R code
library("data.table")
library("ggplot2")
library("GGally")
Redesigning two stacked bar charts to better convey the stories in their data.
Richard Layton
2022-01-14
The rhetorical shortcomings of stacked-bar charts are overcome using alternative designs better suited for making visual comparisons. Both examples start as stacked-bar charts but end as different types, based on the variables to be shown and the messages to be conveyed.
In a recent article, the authors used two stacked bar charts to illustrate data on postdoctoral engineering PhDs (Main et al., 2021). The charts are truthful but not particularly informative—the visual logic of stacked bars tends to obscure rather than inform insight. By redesigning the charts, I hope to better align the logic of the visuals with the logic of the arguments.
The data in the article are summarized from the National Science Foundation’s (NSF) 1993–2013 Survey of Doctorate Recipients (SDR) and 1985–2013 Survey of Earned Doctorates (SED). I couldn’t find the original NSF annual data tables, so I approximated the values for my charts by measuring the lengths of bar segments in the original figures.
My purpose is not to find fault with the authors. Indeed, stacked bar charts like these are found throughout the NSF publications that report on the raw data. The authors can hardly be faulted for conforming to visual conventions sustained by the NSF.
The R code for the post is listed under the “R code” pointers.
The original chart
In this chart, the authors display responses to the survey question “What was your primary reason for taking this postdoc?” by PhD completion year.
Data structure:
The data are available in the blog data directory as a CSV file.
Exploratory design: evolutions
A prominent element of this stacked-bar design is time on the horizontal axis. A visual convention in this discourse community is that independent variables occupy horizontal axes, implying here that time is the independent variable. Conventionally, time-dependent variables are best graphed as scatterplots with connected dots to display their evolution over time (Doumont, 2009, p. 141).
The figure below shows the stacked-bar data as a collection of evolutions—how survey percentages vary over time conditioned by the reason for obtaining postdoc training. The panels are organized in “graph order”, that is, increasing median value from left to right and from bottom to top (the panel median is shown as a horizontal reference line in each panel).

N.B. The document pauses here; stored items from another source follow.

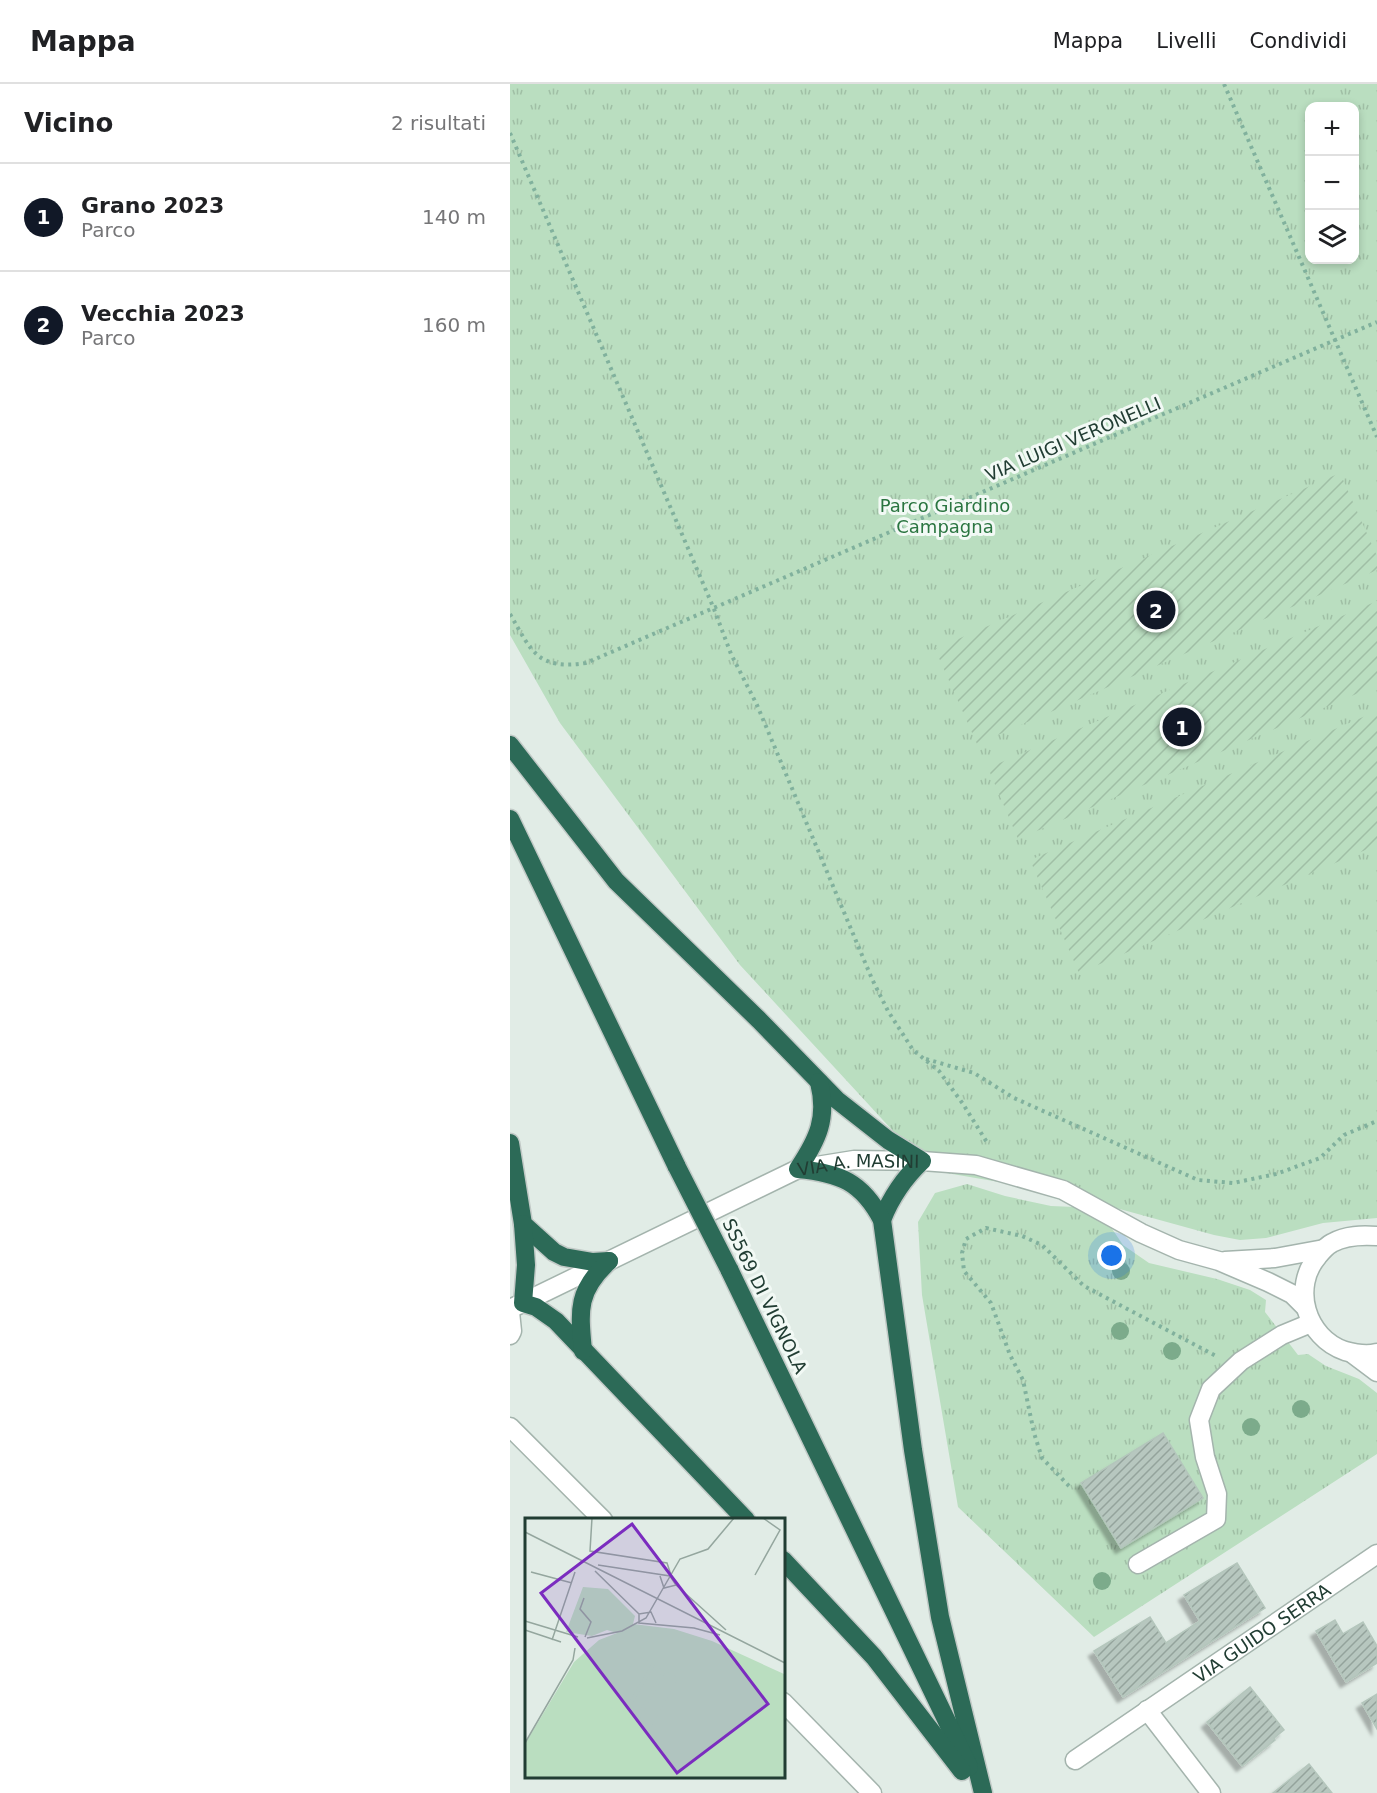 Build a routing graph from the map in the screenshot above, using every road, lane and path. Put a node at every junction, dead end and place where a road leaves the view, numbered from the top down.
1 (1224, 84) edge
2 (510, 133) edge
3 (1377, 322) edge
4 (1335, 340) junction
5 (1377, 437) edge
6 (714, 609) junction
7 (510, 614) edge
8 (510, 745) edge
9 (510, 819) edge
10 (923, 1058) junction
11 (819, 1082) junction
12 (1377, 1121) edge
13 (510, 1143) edge
14 (922, 1161) junction
15 (798, 1169) junction
16 (1001, 1172) junction
17 (882, 1220) junction
18 (523, 1224) junction
19 (1377, 1236) edge
20 (1324, 1249) junction
21 (609, 1260) junction
22 (1219, 1261) junction
23 (514, 1308) edge
24 (1308, 1315) junction
25 (510, 1335) edge
26 (583, 1351) junction
27 (1377, 1353) edge
28 (1353, 1354) junction
29 (1235, 1366) junction
30 (1377, 1372) edge
31 (510, 1427) edge
32 (1069, 1486) dead end
33 (601, 1518) edge
34 (744, 1518) edge
35 (1377, 1554) edge
36 (784, 1561) edge
37 (1138, 1564) dead end
38 (784, 1703) edge
39 (1147, 1710) junction
40 (1075, 1760) dead end
41 (872, 1793) edge
42 (981, 1793) edge
43 (1211, 1793) edge

1 - 4 path
2 - 6 path
3 - 4 path, VIA LUIGI VERONELLI
4 - 5 path
4 - 6 path, VIA LUIGI VERONELLI
6 - 7 path, VIA LUIGI VERONELLI
6 - 10 path
8 - 11 highway
9 - 42 highway, SS569 DI VIGNOLA, bridge
10 - 12 path
10 - 16 path
11 - 14 highway
11 - 15 highway
13 - 18 highway
14 - 15 street, VIA A. MASINI
14 - 16 street, VIA A. MASINI
14 - 17 highway
15 - 17 highway
15 - 21 street, VIA A. MASINI
16 - 22 street, VIA A. MASINI
17 - 42 highway
18 - 21 highway
18 - 23 highway
19 - 20 street, VIA A. MASINI
20 - 22 street, VIA A. MASINI
20 - 24 street
21 - 23 street, VIA A. MASINI
21 - 26 highway
22 - 24 street, VIA A. MASINI
23 - 25 street
23 - 26 highway
24 - 28 street, VIA A. MASINI
24 - 29 street
26 - 34 highway
27 - 28 street, VIA A. MASINI
28 - 30 street
29 - 32 path
29 - 37 street
31 - 33 street
35 - 39 street, VIA GUIDO SERRA
36 - 42 highway
38 - 41 street
39 - 40 street, VIA GUIDO SERRA
39 - 43 street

dt <- fread("data/fig2.csv")
dt[, med_pct := median(pct), by = "reason"]
ggplot(data = dt, aes(x = year, y = pct)) +
geom_line(linetype = 2, color = "gray") +
geom_hline(aes(yintercept = med_pct), linetype = 3) +
geom_point() +
facet_wrap(vars(reorder(reason, pct, median)), ncol = 2, as.table = FALSE) +
labs(x = "PhD completion year", y = "")
No particular time-dependent trend stands out. However, two of the panels—Training in areas outside of PhD field and Other employment not available—appear to be inversely correlated. This made me wonder if and to what extent correlations exist.
Exploratory design: correlations
One approach to visualizing multivariate correlations is a scatterplot matrix, a grid of scatterplots of pairwise relationships (Emerson et al., 2013) as shown below. The lower triangle shows graphs of data taken two variables at a time with each data marker representing a year (the time variable is still present); the diagonal shows the distribution of each reason; and the upper triangle gives the pairwise Pearson correlation coefficients.
dtwide <- copy(dt)
dtwide <- dtwide[.(reason = c(
"Additional training in PhD field",
"Training in areas outside of PhD field",
"Postdoc generally expected for career in this field",
"Work with a specific person or place",
"Other",
"Other employment not available"),
to = c(
"In field",
"Out of field",
"Expected",
"Specific",
"Other",
"Unavailable")),
on = "reason",
reason := i.to]
dtwide <- dcast(dtwide, year ~ reason, value.var = "pct", fill = 0)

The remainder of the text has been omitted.